Residual Deep Gaussian Processes on Manifolds
Kacper Wyrwal, Andreas Krause, Viacheslav Borovitskiy
TL;DR
The paper develops residual deep Gaussian processes on Riemannian manifolds by embedding manifold-to-manifold layers as Gaussian vector fields plus the exponential map, enabling manifold-valued and vector-valued outputs within a single architecture. By combining three GVF constructions (Projected, Coordinate-frame, and Hodge) with scalable inference techniques—doubly stochastic variational inference and interdomain inducing variables—the approach handles complex, irregular patterns intrinsic to manifold data while maintaining robustness and uncertainty calibration. Empirical results on synthetic benchmarks, geometry-aware Bayesian optimization tasks, wind-field interpolation on the globe, and acceleration tests for Euclidean data show that residual deep GPs can outperform shallow geometry-aware GPs, especially in nonstationary or highly structured settings, and can offer practical speedups under appropriate mappings. The work highlights potential applications in climate modelling, robotics, and beyond, and points to future avenues for optimization and extension to proxy-manifold mappings for Euclidean data.
Abstract
We propose practical deep Gaussian process models on Riemannian manifolds, similar in spirit to residual neural networks.

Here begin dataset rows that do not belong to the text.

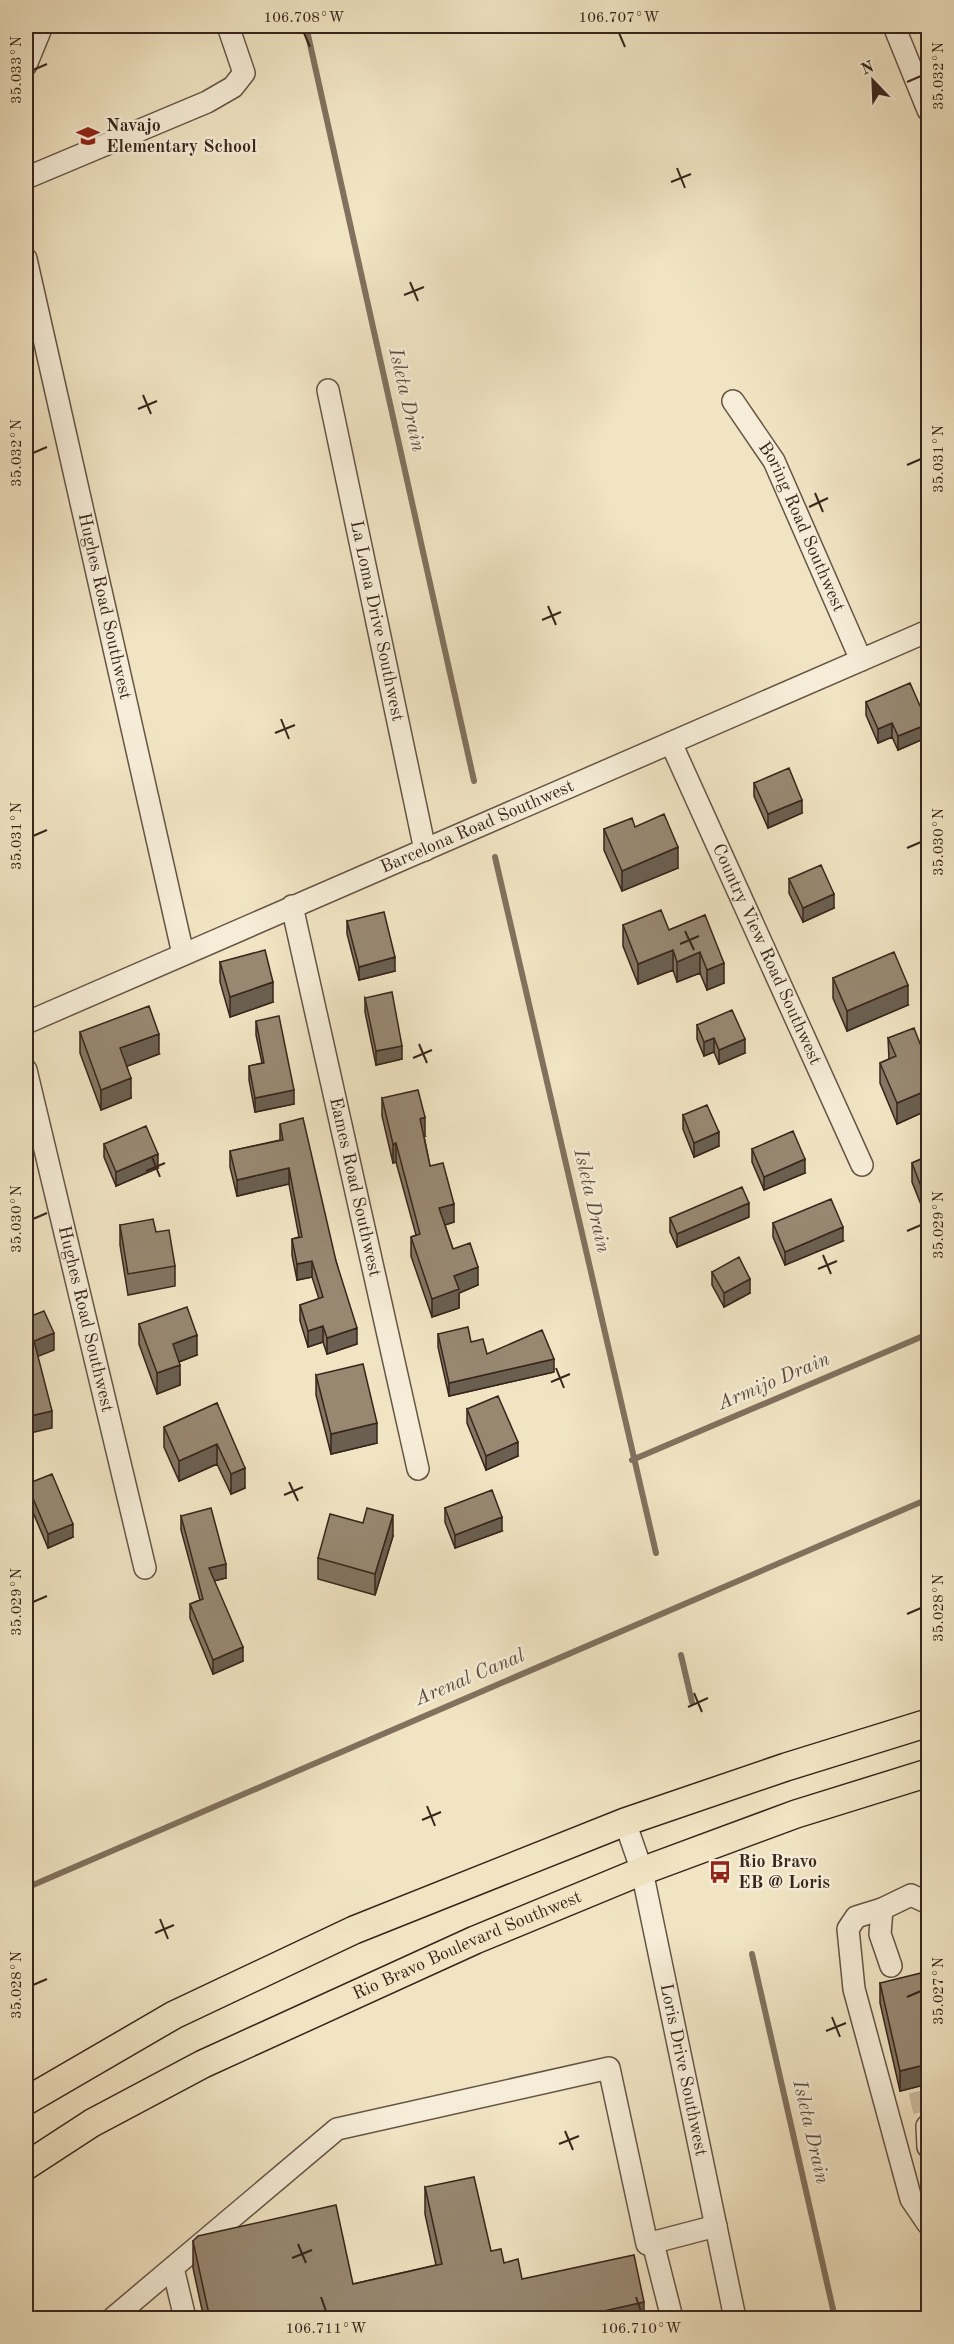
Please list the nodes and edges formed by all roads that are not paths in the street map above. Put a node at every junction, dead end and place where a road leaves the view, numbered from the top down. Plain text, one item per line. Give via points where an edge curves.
1 (42, 26) edge
2 (228, 26) edge
3 (894, 26) edge
4 (26, 66) edge
5 (928, 110) edge
6 (26, 178) edge
7 (26, 259) edge
8 (328, 390) dead end
9 (733, 401) dead end
10 (928, 631) edge
11 (861, 660) junction
12 (671, 743) junction
13 (425, 850) junction
14 (292, 906) junction
15 (183, 954) junction
16 (26, 1023) edge
17 (26, 1070) edge
18 (862, 1166) dead end
19 (418, 1468) dead end
20 (145, 1568) dead end
21 (928, 1723) edge
22 (928, 1773) edge
23 (625, 1822) junction
24 (642, 1871) junction
25 (928, 1903) edge
26 (882, 1909) junction
27 (891, 1966) dead end
28 (26, 2101) edge
29 (26, 2166) edge
30 (928, 2216) edge
31 (716, 2226) junction
32 (653, 2243) junction
33 (174, 2268) junction
34 (113, 2319) edge
35 (185, 2319) edge
36 (672, 2319) edge
37 (735, 2319) edge

1 - 4 street
2 - 6 street via 244,73 233,87 207,102
3 - 5 street
7 - 15 street, Hughes Road Southwest
8 - 13 street, La Loma Drive Southwest
9 - 11 street, Boring Road Southwest via 774,461
10 - 11 street, Barcelona Road Southwest
11 - 12 street, Barcelona Road Southwest
12 - 13 street, Barcelona Road Southwest
12 - 18 street, Country View Road Southwest
13 - 14 street, Barcelona Road Southwest
14 - 15 street, Barcelona Road Southwest
14 - 19 street, Eames Road Southwest
15 - 16 street, Barcelona Road Southwest
17 - 20 street, Hughes Road Southwest
21 - 23 main road
22 - 24 main road, Rio Bravo Boulevard Southwest via 796,1814
23 - 24 street, Loris Drive Southwest
23 - 28 main road via 354,1930 174,2015
24 - 29 main road, Rio Bravo Boulevard Southwest via 475,1940 203,2064 93,2123
24 - 31 street, Loris Drive Southwest
25 - 26 street via 911,1895
26 - 27 street via 880,1934
26 - 30 street via 856,1917 848,1929 854,1989 911,2199
31 - 32 street
31 - 37 street, Loris Drive Southwest
32 - 33 street via 646,2244 609,2068 337,2129
32 - 36 street
33 - 34 street
33 - 35 street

With manifold-to-manifold hidden layers and an arbitrary last layer, they can model manifold- and scalar-valued functions, as well as vector fields. We target data inherently supported on manifolds, which is too complex for shallow Gaussian processes thereon. For example, while the latter perform well on high-altitude wind data, they struggle with the more intricate, nonstationary patterns at low altitudes. Our models significantly improve performance in these settings, enhancing prediction quality and uncertainty calibration, and remain robust to overfitting, reverting to shallow models when additional complexity is unneeded. We further showcase our models on Bayesian optimisation problems on manifolds, using stylised examples motivated by robotics, and obtain substantial improvements in later stages of the optimisation process. Finally, we show our models to have potential for speeding up inference for non-manifold data, when, and if, it can be mapped to a proxy manifold well enough.